Render every entry verbatim.

** Provided records follows **

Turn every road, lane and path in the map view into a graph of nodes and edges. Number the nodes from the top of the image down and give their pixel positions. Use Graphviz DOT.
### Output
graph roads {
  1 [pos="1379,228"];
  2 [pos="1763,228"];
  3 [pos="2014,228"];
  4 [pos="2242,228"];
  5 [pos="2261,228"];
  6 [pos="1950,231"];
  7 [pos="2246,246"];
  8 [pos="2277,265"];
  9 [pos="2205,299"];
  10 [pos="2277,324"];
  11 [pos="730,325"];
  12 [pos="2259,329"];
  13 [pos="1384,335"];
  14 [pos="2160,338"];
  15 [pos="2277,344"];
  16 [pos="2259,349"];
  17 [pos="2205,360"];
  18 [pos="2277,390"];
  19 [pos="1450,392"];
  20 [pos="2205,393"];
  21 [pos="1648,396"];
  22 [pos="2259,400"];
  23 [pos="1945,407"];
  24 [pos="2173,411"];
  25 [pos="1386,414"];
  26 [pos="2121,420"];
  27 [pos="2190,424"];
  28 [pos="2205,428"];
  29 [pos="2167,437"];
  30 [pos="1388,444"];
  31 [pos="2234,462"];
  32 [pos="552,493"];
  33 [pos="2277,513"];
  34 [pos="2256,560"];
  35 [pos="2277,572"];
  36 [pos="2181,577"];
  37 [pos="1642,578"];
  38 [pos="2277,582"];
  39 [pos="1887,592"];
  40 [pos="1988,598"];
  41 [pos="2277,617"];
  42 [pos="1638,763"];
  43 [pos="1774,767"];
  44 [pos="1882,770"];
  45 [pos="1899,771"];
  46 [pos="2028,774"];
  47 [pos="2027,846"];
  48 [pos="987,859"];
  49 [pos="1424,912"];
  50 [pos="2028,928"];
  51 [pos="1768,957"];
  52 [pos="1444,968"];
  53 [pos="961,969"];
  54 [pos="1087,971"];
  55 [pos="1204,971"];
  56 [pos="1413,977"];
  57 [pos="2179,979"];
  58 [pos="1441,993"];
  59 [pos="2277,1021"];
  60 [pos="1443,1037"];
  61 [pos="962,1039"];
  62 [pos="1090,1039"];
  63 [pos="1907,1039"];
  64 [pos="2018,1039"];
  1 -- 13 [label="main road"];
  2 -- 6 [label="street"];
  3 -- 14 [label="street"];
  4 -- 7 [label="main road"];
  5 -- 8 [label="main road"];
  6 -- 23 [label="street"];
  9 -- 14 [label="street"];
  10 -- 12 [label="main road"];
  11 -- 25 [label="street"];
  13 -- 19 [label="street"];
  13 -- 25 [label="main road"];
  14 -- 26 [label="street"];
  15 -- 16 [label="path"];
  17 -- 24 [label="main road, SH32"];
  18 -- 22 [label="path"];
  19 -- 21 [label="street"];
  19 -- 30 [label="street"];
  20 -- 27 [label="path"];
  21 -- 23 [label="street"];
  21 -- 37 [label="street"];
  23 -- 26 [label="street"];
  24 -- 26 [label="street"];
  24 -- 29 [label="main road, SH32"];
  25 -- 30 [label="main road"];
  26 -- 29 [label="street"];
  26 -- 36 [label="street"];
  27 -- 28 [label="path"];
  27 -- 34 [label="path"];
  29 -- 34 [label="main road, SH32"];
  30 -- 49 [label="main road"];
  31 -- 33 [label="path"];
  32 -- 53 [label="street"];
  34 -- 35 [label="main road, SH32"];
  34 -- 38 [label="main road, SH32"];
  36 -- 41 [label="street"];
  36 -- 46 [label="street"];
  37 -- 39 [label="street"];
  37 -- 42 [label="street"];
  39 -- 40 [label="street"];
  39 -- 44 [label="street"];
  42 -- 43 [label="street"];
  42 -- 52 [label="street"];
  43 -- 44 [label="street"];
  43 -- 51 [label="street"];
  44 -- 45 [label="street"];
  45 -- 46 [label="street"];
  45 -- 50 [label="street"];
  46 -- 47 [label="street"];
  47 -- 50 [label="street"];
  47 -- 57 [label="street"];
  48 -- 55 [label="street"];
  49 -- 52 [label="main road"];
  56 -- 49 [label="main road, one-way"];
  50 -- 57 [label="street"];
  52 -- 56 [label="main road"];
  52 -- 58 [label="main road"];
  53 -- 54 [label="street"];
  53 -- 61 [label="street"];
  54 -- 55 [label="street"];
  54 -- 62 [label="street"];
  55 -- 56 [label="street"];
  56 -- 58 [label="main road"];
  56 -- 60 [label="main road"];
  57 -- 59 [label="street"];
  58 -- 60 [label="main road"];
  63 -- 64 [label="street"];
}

** End of Provided records **

→ Task solution
Turn every road, lane and path in the map view into a graph of nodes and edges. Number the nodes from the top of the image down and give their pixel positions. Use Graphviz DOT.
### Output
graph roads {
  1 [pos="1379,228"];
  2 [pos="1763,228"];
  3 [pos="2014,228"];
  4 [pos="2242,228"];
  5 [pos="2261,228"];
  6 [pos="1950,231"];
  7 [pos="2246,246"];
  8 [pos="2277,265"];
  9 [pos="2205,299"];
  10 [pos="2277,324"];
  11 [pos="730,325"];
  12 [pos="2259,329"];
  13 [pos="1384,335"];
  14 [pos="2160,338"];
  15 [pos="2277,344"];
  16 [pos="2259,349"];
  17 [pos="2205,360"];
  18 [pos="2277,390"];
  19 [pos="1450,392"];
  20 [pos="2205,393"];
  21 [pos="1648,396"];
  22 [pos="2259,400"];
  23 [pos="1945,407"];
  24 [pos="2173,411"];
  25 [pos="1386,414"];
  26 [pos="2121,420"];
  27 [pos="2190,424"];
  28 [pos="2205,428"];
  29 [pos="2167,437"];
  30 [pos="1388,444"];
  31 [pos="2234,462"];
  32 [pos="552,493"];
  33 [pos="2277,513"];
  34 [pos="2256,560"];
  35 [pos="2277,572"];
  36 [pos="2181,577"];
  37 [pos="1642,578"];
  38 [pos="2277,582"];
  39 [pos="1887,592"];
  40 [pos="1988,598"];
  41 [pos="2277,617"];
  42 [pos="1638,763"];
  43 [pos="1774,767"];
  44 [pos="1882,770"];
  45 [pos="1899,771"];
  46 [pos="2028,774"];
  47 [pos="2027,846"];
  48 [pos="987,859"];
  49 [pos="1424,912"];
  50 [pos="2028,928"];
  51 [pos="1768,957"];
  52 [pos="1444,968"];
  53 [pos="961,969"];
  54 [pos="1087,971"];
  55 [pos="1204,971"];
  56 [pos="1413,977"];
  57 [pos="2179,979"];
  58 [pos="1441,993"];
  59 [pos="2277,1021"];
  60 [pos="1443,1037"];
  61 [pos="962,1039"];
  62 [pos="1090,1039"];
  63 [pos="1907,1039"];
  64 [pos="2018,1039"];
  1 -- 13 [label="main road"];
  2 -- 6 [label="street"];
  3 -- 14 [label="street"];
  4 -- 7 [label="main road"];
  5 -- 8 [label="main road"];
  6 -- 23 [label="street"];
  9 -- 14 [label="street"];
  10 -- 12 [label="main road"];
  11 -- 25 [label="street"];
  13 -- 19 [label="street"];
  13 -- 25 [label="main road"];
  14 -- 26 [label="street"];
  15 -- 16 [label="path"];
  17 -- 24 [label="main road, SH32"];
  18 -- 22 [label="path"];
  19 -- 21 [label="street"];
  19 -- 30 [label="street"];
  20 -- 27 [label="path"];
  21 -- 23 [label="street"];
  21 -- 37 [label="street"];
  23 -- 26 [label="street"];
  24 -- 26 [label="street"];
  24 -- 29 [label="main road, SH32"];
  25 -- 30 [label="main road"];
  26 -- 29 [label="street"];
  26 -- 36 [label="street"];
  27 -- 28 [label="path"];
  27 -- 34 [label="path"];
  29 -- 34 [label="main road, SH32"];
  30 -- 49 [label="main road"];
  31 -- 33 [label="path"];
  32 -- 53 [label="street"];
  34 -- 35 [label="main road, SH32"];
  34 -- 38 [label="main road, SH32"];
  36 -- 41 [label="street"];
  36 -- 46 [label="street"];
  37 -- 39 [label="street"];
  37 -- 42 [label="street"];
  39 -- 40 [label="street"];
  39 -- 44 [label="street"];
  42 -- 43 [label="street"];
  42 -- 52 [label="street"];
  43 -- 44 [label="street"];
  43 -- 51 [label="street"];
  44 -- 45 [label="street"];
  45 -- 46 [label="street"];
  45 -- 50 [label="street"];
  46 -- 47 [label="street"];
  47 -- 50 [label="street"];
  47 -- 57 [label="street"];
  48 -- 55 [label="street"];
  49 -- 52 [label="main road"];
  56 -- 49 [label="main road, one-way"];
  50 -- 57 [label="street"];
  52 -- 56 [label="main road"];
  52 -- 58 [label="main road"];
  53 -- 54 [label="street"];
  53 -- 61 [label="street"];
  54 -- 55 [label="street"];
  54 -- 62 [label="street"];
  55 -- 56 [label="street"];
  56 -- 58 [label="main road"];
  56 -- 60 [label="main road"];
  57 -- 59 [label="street"];
  58 -- 60 [label="main road"];
  63 -- 64 [label="street"];
}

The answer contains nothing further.